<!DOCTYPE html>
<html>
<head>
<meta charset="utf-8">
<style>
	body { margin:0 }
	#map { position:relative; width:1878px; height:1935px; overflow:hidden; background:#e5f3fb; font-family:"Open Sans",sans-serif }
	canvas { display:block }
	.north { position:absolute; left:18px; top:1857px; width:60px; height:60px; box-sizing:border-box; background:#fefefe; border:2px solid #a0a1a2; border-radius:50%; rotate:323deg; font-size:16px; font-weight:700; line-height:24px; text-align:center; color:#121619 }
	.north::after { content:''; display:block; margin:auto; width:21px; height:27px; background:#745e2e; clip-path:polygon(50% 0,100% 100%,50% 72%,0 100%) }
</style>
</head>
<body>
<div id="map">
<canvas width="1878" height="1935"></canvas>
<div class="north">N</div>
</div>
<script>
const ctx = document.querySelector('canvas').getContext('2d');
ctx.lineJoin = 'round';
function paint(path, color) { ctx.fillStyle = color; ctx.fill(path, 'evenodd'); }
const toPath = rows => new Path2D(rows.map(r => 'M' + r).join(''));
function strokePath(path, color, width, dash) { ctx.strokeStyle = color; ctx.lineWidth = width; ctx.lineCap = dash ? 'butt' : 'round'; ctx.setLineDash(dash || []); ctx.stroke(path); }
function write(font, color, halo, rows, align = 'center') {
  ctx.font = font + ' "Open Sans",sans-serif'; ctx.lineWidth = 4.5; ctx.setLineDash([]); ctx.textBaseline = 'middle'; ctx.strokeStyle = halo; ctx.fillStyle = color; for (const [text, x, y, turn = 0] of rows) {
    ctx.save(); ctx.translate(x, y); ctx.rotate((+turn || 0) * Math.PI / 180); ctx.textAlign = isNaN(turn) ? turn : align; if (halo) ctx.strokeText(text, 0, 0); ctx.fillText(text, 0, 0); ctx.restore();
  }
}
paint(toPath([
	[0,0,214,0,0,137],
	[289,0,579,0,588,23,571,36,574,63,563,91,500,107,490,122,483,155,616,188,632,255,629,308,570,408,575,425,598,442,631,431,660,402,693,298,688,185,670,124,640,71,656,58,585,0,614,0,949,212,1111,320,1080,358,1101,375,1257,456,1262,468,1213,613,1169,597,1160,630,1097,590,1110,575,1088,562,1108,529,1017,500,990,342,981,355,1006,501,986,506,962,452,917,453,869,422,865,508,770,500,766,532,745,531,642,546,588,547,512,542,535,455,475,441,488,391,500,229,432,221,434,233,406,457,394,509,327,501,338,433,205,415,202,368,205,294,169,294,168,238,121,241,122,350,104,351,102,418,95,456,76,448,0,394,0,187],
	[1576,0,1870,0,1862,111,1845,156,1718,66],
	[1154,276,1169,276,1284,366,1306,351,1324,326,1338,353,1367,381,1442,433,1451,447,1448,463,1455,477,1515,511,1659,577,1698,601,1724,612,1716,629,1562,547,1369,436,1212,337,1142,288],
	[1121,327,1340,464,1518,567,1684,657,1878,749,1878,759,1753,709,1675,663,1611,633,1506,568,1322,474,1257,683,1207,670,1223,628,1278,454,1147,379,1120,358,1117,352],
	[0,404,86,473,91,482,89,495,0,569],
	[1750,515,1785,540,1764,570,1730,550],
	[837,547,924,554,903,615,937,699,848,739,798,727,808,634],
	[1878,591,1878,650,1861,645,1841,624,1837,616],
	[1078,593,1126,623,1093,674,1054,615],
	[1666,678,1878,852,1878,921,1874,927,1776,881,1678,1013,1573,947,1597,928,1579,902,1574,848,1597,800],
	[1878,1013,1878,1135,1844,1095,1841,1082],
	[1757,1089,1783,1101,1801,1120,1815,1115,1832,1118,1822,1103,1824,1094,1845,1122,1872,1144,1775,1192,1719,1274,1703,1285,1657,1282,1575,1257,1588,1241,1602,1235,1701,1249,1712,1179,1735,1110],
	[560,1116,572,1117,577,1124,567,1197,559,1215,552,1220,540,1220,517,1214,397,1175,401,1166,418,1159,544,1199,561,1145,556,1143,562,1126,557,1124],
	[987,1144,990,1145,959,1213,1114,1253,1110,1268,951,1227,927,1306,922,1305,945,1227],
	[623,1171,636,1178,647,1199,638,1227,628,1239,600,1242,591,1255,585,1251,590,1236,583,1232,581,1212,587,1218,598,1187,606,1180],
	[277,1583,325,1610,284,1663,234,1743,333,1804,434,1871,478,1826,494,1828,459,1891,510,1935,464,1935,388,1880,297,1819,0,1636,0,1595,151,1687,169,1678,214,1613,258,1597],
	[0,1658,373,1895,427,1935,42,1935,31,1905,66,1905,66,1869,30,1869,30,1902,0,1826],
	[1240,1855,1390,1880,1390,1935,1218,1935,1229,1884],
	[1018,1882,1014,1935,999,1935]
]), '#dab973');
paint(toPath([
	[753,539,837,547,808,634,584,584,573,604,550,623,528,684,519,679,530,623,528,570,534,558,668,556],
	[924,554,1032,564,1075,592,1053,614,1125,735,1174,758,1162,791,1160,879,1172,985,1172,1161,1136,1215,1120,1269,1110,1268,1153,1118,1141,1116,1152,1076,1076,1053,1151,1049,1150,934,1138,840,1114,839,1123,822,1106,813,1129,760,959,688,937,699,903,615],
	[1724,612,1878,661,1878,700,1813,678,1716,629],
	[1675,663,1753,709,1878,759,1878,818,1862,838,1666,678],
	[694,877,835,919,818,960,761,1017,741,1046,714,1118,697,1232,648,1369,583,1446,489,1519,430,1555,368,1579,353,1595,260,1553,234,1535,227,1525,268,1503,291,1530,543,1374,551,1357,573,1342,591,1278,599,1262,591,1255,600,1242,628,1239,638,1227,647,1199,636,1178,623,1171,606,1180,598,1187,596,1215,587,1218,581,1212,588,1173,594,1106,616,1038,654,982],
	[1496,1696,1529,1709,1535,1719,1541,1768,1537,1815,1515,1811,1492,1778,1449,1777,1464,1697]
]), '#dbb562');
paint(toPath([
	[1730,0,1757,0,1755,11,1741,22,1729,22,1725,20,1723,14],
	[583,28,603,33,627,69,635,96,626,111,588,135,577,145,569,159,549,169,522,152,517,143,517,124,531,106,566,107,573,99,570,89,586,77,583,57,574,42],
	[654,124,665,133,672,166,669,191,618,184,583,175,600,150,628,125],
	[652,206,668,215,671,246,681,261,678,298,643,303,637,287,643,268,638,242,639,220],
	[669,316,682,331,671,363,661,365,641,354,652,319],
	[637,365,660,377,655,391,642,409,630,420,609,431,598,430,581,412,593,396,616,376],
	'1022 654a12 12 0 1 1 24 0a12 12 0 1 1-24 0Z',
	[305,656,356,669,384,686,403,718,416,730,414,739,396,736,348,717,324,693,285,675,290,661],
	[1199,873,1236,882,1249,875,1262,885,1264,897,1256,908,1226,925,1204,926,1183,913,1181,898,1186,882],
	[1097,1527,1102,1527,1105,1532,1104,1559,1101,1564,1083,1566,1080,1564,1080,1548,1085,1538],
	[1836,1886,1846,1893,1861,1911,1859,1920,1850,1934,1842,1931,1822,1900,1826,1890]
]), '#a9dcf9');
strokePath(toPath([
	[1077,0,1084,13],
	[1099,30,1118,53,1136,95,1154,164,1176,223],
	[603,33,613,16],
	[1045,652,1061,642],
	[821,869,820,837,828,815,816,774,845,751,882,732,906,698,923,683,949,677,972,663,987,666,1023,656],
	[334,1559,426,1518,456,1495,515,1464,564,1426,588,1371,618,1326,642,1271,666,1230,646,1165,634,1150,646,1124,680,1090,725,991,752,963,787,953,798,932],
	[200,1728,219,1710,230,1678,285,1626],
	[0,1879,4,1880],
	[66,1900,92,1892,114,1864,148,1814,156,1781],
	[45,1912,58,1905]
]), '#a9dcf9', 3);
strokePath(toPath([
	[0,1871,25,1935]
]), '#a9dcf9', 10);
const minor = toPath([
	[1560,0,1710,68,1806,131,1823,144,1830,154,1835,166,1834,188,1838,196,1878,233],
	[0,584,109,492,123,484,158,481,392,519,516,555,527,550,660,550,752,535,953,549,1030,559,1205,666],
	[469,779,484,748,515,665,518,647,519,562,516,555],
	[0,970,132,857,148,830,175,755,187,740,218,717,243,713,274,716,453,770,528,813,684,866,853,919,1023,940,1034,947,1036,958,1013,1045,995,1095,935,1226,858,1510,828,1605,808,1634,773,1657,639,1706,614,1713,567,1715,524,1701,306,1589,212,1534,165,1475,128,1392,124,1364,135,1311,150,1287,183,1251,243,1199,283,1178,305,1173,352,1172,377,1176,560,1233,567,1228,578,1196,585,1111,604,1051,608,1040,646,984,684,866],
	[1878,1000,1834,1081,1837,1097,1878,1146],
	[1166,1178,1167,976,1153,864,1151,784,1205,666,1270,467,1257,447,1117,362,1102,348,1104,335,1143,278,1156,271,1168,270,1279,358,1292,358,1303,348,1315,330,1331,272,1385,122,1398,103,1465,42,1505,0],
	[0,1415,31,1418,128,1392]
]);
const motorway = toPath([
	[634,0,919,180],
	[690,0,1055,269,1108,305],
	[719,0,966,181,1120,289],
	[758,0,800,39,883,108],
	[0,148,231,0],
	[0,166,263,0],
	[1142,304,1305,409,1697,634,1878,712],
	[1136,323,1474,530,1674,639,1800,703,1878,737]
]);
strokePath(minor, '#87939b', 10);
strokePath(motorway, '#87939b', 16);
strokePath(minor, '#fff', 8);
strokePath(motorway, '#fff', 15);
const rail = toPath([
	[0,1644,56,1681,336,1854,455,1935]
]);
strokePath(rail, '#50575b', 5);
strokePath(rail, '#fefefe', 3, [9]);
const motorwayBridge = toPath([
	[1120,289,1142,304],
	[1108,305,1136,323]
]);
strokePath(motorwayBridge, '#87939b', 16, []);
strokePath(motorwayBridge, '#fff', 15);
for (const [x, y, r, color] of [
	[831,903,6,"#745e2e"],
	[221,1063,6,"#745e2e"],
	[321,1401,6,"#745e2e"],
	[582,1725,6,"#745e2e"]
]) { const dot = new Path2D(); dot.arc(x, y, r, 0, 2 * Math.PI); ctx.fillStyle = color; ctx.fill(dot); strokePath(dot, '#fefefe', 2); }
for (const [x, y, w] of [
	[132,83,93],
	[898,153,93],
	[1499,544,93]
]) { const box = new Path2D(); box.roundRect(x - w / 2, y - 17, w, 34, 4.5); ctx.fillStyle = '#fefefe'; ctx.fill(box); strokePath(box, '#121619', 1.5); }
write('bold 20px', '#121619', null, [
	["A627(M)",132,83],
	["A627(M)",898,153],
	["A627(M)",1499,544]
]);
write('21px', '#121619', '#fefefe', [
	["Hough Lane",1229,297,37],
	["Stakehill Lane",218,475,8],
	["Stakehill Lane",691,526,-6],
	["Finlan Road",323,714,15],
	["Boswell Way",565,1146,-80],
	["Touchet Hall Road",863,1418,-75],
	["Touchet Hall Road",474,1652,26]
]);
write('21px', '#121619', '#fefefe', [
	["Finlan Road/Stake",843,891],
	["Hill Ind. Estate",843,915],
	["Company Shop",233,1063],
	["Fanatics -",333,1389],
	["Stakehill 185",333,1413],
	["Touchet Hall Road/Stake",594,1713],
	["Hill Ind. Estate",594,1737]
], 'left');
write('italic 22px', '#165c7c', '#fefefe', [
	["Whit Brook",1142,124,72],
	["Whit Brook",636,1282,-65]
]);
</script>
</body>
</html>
****************************************
» Work order:
Whenever the word "rows" appears in a line above, copy that line.

» Exercise answer:
const toPath = rows => new Path2D(rows.map(r => 'M' + r).join(''));
function write(font, color, halo, rows, align = 'center') {
  ctx.font = font + ' "Open Sans",sans-serif'; ctx.lineWidth = 4.5; ctx.setLineDash([]); ctx.textBaseline = 'middle'; ctx.strokeStyle = halo; ctx.fillStyle = color; for (const [text, x, y, turn = 0] of rows) {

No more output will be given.